The viability of fat grafts has been tested in several recent studies. Accordingly, it has been noted that stem cells produced from adipose tissue [39], maternal stem cell lyophilizate [40], platelet-rich plasma (PRP) [41], and hyaluronidase [42] fat grafts increase the adherence. These therapeutic interventions can maintain and improve graft viability by various mechanisms, including increased revascularization, accelerated preadipocyte differentiation, and decreased apoptosis. Stem cell therapy is recognized as a therapeutic intervention that improves fat graft survival. Furthermore, macrophages are the most abundant inflammatory cells observed in a graft’s microenvironment after fat grafting, and they are involved in vessel formation, whereas they also take an active role in the transportation of blood-derived stem cells [2]. The apoptosis of adipocytes due to nutrient and oxygen deficiency after grafting suggests low vascularization. In this context, contributing to the production of macrophages on an ideal level and preventing fibrosis caused by overproduction may be a solution that will improve the survival of fat grafts. Additionally, the ability of PRP therapy to facilitate the secretion of the vascular endothelial growth factor (VEGF) and increase the number of capillaries is an important therapeutic effect.
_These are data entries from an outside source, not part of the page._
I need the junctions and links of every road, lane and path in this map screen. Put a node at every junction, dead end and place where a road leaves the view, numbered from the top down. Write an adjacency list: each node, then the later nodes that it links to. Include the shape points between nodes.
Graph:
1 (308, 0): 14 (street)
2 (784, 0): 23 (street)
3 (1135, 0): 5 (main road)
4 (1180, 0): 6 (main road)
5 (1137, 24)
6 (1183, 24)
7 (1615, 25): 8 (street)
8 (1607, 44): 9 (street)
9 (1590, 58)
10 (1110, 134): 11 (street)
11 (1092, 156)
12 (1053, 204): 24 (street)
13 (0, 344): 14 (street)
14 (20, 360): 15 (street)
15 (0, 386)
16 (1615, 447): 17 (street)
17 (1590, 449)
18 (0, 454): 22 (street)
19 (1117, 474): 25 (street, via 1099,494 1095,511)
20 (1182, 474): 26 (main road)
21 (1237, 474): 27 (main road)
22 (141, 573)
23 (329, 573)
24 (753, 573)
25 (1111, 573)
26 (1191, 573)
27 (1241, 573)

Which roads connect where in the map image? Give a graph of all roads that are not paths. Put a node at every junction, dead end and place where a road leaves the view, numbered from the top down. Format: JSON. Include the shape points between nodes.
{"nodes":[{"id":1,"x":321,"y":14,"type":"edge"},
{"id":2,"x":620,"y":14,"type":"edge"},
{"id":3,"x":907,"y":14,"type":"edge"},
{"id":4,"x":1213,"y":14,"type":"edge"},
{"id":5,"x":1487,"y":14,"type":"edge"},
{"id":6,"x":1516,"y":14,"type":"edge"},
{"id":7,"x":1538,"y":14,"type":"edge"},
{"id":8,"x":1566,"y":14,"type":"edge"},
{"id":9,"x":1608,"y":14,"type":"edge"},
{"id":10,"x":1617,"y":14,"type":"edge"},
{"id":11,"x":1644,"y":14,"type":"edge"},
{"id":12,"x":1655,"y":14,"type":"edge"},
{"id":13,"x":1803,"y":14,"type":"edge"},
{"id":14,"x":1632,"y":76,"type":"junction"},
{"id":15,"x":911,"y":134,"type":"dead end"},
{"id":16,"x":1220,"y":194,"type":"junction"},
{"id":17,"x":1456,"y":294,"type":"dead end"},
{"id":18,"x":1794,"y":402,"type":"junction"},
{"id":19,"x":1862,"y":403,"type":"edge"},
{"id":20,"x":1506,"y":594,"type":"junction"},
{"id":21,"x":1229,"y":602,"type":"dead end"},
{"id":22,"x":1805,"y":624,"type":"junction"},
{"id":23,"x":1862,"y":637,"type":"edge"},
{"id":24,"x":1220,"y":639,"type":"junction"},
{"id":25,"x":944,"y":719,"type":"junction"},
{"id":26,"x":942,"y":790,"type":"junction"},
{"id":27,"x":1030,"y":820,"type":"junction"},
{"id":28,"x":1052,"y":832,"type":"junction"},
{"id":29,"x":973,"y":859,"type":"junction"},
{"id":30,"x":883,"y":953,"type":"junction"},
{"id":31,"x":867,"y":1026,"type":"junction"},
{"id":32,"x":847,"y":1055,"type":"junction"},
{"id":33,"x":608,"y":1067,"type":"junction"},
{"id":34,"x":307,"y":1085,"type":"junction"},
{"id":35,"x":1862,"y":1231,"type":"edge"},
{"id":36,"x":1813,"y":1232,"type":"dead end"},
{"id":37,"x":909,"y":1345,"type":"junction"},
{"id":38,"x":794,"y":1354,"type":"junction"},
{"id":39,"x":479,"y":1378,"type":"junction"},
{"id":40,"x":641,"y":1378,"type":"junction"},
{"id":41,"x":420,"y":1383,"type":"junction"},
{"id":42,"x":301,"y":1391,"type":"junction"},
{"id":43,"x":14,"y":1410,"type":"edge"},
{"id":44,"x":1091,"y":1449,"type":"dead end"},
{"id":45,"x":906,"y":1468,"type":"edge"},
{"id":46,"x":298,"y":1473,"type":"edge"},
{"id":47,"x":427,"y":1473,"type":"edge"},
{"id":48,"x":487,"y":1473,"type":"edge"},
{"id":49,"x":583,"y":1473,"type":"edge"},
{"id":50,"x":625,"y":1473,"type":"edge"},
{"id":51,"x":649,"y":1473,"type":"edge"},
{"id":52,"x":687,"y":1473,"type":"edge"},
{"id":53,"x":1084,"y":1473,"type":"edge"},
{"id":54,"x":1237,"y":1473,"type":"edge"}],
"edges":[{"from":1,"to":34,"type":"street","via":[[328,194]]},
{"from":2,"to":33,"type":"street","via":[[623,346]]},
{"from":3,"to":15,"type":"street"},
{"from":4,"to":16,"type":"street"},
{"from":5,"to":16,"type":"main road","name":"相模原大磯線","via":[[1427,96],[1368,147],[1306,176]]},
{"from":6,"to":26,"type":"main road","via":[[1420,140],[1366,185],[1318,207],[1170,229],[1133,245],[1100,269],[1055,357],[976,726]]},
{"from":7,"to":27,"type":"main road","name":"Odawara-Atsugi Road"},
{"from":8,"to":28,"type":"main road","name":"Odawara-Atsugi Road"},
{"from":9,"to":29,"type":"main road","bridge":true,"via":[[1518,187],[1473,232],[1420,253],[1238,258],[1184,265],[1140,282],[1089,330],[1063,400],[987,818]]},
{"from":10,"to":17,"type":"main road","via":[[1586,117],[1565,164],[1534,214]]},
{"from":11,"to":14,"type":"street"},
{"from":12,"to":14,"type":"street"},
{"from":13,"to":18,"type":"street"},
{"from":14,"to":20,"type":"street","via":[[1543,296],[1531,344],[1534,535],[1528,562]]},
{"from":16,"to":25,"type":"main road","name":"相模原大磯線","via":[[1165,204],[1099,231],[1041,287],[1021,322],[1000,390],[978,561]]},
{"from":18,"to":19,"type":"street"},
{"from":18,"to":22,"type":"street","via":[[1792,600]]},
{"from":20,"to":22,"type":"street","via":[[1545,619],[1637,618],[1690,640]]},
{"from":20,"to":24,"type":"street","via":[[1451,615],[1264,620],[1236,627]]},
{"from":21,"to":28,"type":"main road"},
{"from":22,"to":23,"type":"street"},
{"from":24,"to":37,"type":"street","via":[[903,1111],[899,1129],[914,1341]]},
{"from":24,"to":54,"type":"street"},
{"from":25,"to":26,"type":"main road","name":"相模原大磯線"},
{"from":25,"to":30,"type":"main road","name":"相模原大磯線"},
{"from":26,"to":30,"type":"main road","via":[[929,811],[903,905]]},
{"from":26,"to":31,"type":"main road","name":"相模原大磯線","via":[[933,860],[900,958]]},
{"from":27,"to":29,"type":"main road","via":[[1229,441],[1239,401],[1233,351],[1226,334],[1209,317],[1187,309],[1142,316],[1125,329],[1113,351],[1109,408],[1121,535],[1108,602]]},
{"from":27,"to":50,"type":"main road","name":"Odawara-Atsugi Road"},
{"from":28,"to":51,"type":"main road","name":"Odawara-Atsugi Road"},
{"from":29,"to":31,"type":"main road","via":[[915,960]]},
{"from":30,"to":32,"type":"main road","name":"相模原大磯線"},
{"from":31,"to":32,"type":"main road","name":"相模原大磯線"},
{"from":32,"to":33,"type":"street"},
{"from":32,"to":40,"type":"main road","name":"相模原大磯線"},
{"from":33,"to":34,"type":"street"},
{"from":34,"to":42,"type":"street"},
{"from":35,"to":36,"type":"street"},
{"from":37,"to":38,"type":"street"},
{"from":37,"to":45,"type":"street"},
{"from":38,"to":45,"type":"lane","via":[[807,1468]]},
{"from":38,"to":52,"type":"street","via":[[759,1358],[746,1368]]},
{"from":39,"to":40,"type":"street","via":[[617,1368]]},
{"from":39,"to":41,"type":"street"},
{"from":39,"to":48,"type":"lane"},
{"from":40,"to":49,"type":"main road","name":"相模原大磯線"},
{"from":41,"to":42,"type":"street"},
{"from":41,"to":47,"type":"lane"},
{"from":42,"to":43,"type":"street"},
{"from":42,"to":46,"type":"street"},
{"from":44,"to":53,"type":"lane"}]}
Similarly, hyaluronidase is thought to increase angiogenesis. The fact that our study was carried out on rats, the fact that the follow-up was carried out 3 months after grafting, and the failure to follow-up all stages of the graft were considered limitations.

Conclusions

The findings of our study are morphologic in the context of examining the effects of the transplant site on the maintenance of volume and survival of fat grafts, and they are a rich source of information in terms of displaying cellular differentiation. In accordance with the results reached in our study, the changing viability of the fat graft depending on the transplantation site and the transformation of the fat graft into cysts and calcifications due to lack of nutrients and oxygen, resulting in apoptosis and cell degeneration, is due to the failure of the formation of a vascular system because of the lack of an ideal microenvironment. We recommend that future studies be designed with these outcomes in mind.